**WORK INSTRUCTIONS**. Scan the records for lines with the word "Galusha", and copy every such line.
# # # # #
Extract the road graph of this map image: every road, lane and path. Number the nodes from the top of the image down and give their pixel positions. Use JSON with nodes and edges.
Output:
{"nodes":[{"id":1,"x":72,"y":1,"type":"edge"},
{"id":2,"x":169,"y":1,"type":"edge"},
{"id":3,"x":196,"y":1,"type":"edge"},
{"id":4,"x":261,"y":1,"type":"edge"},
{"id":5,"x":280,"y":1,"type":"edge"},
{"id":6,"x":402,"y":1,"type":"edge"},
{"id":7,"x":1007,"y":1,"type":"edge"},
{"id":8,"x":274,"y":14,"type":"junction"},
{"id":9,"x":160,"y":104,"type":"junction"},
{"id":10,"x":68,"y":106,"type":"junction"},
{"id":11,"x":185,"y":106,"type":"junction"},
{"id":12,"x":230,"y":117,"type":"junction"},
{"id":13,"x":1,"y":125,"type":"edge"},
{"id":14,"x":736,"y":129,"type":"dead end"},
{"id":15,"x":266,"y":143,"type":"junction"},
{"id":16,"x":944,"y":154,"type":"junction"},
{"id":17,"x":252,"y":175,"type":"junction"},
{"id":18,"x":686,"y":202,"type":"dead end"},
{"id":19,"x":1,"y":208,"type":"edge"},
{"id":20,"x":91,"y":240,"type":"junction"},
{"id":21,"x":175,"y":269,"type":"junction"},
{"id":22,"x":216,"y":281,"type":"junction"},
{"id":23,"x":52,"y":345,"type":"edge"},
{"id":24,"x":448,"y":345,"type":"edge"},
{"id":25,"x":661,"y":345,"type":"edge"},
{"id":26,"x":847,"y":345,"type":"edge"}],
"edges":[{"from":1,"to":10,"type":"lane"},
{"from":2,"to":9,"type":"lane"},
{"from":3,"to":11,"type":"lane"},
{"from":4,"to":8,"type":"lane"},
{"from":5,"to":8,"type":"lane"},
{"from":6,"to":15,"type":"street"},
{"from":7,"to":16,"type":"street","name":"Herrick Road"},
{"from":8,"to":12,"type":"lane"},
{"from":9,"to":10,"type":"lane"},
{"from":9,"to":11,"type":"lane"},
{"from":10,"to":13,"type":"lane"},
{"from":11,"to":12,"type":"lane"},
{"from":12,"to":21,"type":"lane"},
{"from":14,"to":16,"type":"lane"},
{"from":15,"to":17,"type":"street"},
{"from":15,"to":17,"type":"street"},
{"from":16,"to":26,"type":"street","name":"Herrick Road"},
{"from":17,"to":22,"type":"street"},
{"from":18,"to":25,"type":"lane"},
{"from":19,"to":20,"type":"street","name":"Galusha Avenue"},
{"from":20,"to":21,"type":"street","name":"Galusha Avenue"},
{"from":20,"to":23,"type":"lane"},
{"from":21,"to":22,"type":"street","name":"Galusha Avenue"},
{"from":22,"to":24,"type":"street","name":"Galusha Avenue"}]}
# # # # #
**RESPONSE BOX**.
{"from":19,"to":20,"type":"street","name":"Galusha Avenue"},
{"from":20,"to":21,"type":"street","name":"Galusha Avenue"},
{"from":21,"to":22,"type":"street","name":"Galusha Avenue"},
{"from":22,"to":24,"type":"street","name":"Galusha Avenue"}]}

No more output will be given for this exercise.